TASK REQUIREMENTS: Copy each line of the material beneath that holds the word "Plain".

-=-=-

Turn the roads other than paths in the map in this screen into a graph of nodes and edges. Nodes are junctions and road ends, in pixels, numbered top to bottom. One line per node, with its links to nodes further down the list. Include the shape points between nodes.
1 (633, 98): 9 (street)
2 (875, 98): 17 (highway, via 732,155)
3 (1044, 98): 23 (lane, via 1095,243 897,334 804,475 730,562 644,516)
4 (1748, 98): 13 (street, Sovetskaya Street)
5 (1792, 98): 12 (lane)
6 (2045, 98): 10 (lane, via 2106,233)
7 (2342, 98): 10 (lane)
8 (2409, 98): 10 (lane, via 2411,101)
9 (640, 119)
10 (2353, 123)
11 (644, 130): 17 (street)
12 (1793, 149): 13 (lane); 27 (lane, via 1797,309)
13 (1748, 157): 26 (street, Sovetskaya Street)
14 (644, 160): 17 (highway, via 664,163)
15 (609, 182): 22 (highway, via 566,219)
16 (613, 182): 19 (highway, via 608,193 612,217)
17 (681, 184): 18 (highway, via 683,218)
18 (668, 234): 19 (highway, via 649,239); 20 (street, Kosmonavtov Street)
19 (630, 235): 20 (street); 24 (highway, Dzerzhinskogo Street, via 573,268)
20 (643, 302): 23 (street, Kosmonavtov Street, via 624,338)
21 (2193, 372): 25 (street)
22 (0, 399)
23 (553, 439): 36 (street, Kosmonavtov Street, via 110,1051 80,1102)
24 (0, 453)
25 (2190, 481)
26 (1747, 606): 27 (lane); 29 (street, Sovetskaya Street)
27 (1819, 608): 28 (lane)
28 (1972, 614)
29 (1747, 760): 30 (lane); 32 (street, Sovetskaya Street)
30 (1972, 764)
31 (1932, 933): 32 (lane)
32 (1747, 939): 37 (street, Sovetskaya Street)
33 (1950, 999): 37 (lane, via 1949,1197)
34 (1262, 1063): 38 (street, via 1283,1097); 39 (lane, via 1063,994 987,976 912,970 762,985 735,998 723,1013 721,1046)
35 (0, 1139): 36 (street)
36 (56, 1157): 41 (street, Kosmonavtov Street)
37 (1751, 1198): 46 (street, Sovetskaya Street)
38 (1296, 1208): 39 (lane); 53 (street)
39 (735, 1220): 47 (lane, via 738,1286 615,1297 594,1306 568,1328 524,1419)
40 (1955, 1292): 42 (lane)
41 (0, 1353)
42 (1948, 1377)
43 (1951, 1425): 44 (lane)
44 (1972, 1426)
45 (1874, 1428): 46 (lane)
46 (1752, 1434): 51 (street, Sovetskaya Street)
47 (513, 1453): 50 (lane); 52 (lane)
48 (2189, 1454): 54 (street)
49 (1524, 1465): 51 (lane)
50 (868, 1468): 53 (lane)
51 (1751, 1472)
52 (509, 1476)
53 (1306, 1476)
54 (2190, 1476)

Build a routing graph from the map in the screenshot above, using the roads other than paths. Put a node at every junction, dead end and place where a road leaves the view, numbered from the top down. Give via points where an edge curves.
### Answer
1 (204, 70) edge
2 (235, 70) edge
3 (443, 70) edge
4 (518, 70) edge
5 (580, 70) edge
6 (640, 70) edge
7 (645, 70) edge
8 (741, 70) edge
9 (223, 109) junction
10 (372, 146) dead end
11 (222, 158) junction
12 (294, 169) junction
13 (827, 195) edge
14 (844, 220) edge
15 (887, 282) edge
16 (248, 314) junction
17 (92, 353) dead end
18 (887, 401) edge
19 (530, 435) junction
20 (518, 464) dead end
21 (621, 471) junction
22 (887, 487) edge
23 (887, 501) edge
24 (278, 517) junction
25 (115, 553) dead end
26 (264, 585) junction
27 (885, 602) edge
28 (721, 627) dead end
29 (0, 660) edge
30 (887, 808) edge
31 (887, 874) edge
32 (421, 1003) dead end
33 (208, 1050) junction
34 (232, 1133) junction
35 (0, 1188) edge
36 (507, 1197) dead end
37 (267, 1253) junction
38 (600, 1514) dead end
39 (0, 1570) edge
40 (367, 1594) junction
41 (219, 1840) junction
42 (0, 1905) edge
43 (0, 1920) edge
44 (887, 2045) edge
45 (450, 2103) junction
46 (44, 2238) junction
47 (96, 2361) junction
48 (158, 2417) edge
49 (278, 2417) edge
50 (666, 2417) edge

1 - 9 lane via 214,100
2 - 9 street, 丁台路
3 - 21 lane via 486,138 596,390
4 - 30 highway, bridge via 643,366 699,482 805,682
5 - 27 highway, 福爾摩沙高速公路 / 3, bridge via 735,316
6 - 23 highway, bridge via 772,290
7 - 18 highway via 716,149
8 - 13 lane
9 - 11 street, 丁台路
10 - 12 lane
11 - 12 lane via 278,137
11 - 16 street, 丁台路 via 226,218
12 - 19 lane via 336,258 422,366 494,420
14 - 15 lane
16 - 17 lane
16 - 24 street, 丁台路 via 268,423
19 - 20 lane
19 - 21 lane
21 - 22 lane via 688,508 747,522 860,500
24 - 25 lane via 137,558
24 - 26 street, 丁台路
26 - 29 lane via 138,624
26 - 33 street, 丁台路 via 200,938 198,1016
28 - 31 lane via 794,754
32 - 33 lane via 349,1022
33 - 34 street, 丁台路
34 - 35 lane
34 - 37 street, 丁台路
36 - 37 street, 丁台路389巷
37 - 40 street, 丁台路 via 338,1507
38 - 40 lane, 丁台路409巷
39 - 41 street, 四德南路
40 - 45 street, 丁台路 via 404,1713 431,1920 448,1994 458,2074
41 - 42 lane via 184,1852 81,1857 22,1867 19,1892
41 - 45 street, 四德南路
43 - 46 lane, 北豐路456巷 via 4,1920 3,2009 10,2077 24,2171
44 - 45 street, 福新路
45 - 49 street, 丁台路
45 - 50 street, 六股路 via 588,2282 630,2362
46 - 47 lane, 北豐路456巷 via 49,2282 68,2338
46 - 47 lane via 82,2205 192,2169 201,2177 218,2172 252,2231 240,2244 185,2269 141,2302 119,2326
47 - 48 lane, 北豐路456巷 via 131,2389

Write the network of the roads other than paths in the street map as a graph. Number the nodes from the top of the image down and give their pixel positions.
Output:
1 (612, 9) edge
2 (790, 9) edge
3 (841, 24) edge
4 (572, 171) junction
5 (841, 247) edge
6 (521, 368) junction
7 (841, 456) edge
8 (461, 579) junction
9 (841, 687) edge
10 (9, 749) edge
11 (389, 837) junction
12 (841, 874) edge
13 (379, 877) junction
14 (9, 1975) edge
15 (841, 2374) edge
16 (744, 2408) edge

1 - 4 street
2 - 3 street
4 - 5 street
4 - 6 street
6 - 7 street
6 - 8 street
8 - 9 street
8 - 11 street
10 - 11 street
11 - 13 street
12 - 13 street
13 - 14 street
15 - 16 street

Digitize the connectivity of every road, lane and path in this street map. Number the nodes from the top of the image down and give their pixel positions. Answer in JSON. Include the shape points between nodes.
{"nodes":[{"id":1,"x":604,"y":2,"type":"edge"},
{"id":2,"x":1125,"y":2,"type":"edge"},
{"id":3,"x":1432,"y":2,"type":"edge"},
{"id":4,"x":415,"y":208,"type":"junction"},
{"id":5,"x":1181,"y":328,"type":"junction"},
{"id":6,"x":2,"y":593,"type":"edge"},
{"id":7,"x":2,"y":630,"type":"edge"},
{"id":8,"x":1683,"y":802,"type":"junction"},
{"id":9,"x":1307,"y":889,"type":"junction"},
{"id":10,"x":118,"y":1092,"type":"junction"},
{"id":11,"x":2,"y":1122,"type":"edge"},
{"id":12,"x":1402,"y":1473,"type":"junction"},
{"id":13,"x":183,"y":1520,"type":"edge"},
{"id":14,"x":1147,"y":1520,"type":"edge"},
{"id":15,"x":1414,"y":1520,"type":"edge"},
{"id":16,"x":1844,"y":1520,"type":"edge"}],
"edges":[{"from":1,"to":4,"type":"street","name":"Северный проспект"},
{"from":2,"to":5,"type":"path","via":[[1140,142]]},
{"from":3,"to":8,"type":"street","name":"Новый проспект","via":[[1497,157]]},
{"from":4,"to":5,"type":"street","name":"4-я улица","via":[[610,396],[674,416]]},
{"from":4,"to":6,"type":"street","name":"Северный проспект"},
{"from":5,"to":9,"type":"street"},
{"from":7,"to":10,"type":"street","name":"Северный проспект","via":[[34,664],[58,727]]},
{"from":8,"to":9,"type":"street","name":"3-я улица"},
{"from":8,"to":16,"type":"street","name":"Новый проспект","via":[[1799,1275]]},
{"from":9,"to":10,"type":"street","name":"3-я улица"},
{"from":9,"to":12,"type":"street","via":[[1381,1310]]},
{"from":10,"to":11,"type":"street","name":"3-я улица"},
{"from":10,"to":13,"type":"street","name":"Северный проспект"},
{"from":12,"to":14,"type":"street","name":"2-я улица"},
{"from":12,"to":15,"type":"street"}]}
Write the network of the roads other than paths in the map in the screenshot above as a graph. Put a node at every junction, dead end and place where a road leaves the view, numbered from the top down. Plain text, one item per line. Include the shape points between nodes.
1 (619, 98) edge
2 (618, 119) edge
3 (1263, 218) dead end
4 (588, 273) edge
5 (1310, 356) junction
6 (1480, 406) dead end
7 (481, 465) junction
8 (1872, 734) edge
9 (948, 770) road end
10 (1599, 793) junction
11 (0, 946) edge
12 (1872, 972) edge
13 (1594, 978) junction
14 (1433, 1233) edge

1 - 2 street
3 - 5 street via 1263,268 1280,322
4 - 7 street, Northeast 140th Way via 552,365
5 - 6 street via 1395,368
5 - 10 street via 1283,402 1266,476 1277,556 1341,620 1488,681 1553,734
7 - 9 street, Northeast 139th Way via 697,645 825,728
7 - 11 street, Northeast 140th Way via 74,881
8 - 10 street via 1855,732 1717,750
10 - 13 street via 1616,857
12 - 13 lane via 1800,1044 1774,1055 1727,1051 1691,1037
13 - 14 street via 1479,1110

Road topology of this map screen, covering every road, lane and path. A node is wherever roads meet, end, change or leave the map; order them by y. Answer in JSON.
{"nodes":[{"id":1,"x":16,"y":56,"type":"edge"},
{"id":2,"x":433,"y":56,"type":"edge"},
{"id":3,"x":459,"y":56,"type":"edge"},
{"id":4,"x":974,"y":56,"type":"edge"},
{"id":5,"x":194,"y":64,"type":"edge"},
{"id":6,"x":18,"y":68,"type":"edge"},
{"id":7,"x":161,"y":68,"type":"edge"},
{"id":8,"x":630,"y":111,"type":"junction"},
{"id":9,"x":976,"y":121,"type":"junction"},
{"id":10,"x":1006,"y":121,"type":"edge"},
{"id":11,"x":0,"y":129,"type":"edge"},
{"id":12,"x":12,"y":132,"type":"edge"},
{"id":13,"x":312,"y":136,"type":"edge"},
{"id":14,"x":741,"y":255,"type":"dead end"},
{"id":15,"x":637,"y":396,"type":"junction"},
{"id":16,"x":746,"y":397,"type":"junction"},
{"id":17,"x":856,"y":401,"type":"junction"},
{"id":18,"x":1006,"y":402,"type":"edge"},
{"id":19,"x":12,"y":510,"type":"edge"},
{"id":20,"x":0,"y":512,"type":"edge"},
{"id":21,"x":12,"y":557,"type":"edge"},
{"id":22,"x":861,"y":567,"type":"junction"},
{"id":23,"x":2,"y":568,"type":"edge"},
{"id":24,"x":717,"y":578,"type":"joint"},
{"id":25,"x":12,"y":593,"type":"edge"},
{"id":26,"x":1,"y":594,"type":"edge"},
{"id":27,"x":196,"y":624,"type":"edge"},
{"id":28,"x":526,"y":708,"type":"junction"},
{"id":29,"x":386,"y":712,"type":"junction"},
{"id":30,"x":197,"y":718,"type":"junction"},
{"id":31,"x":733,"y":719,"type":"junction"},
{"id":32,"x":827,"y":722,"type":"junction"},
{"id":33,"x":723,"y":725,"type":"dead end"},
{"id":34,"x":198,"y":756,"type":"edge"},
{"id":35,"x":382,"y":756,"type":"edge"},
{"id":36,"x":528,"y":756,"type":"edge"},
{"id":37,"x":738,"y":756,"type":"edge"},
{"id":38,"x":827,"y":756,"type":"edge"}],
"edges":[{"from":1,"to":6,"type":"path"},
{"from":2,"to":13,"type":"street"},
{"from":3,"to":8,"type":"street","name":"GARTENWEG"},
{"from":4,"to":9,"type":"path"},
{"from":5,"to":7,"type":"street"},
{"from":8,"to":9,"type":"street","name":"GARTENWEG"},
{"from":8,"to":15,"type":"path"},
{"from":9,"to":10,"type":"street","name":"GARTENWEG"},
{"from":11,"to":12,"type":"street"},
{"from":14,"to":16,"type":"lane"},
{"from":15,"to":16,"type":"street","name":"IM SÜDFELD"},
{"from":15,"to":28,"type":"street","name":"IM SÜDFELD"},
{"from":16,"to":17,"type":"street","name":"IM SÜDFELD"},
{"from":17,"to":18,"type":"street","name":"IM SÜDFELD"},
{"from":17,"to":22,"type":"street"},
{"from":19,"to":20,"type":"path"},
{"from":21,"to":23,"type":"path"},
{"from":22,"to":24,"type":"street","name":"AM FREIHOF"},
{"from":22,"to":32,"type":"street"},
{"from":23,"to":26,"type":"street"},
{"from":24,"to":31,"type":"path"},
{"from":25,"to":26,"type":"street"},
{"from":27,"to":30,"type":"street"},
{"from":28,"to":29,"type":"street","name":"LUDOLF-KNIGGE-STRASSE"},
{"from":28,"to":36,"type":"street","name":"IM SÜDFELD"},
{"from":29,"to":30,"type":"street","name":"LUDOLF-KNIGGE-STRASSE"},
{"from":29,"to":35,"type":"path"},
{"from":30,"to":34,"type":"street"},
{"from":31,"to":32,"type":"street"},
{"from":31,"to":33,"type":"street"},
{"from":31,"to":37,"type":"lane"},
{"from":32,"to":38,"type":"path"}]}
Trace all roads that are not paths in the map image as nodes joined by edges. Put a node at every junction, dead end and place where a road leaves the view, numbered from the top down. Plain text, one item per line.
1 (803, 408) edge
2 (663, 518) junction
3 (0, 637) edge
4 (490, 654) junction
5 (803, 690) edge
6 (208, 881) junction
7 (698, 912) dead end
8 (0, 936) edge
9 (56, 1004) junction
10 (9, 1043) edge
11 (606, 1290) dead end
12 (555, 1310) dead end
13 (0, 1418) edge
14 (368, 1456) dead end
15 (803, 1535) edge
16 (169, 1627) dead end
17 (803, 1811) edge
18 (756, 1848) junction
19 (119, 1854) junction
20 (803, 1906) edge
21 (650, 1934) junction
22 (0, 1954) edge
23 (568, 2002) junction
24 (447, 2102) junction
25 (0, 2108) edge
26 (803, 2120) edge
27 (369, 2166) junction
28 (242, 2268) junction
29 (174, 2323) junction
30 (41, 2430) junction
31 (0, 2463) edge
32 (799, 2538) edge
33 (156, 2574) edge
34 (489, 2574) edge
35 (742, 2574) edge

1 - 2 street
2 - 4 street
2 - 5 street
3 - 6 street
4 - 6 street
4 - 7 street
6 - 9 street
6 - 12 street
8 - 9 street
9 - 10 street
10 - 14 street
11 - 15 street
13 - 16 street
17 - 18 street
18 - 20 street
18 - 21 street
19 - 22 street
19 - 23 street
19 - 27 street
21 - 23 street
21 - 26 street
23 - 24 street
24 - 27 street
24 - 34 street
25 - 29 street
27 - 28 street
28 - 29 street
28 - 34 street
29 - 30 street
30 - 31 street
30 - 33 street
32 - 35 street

-=-=-

RESPONSE FOR THIS EXERCISE:
Write the network of the roads other than paths in the map in the screenshot above as a graph. Put a node at every junction, dead end and place where a road leaves the view, numbered from the top down. Plain text, one item per line. Include the shape points between nodes.
Trace all roads that are not paths in the map image as nodes joined by edges. Put a node at every junction, dead end and place where a road leaves the view, numbered from the top down. Plain text, one item per line.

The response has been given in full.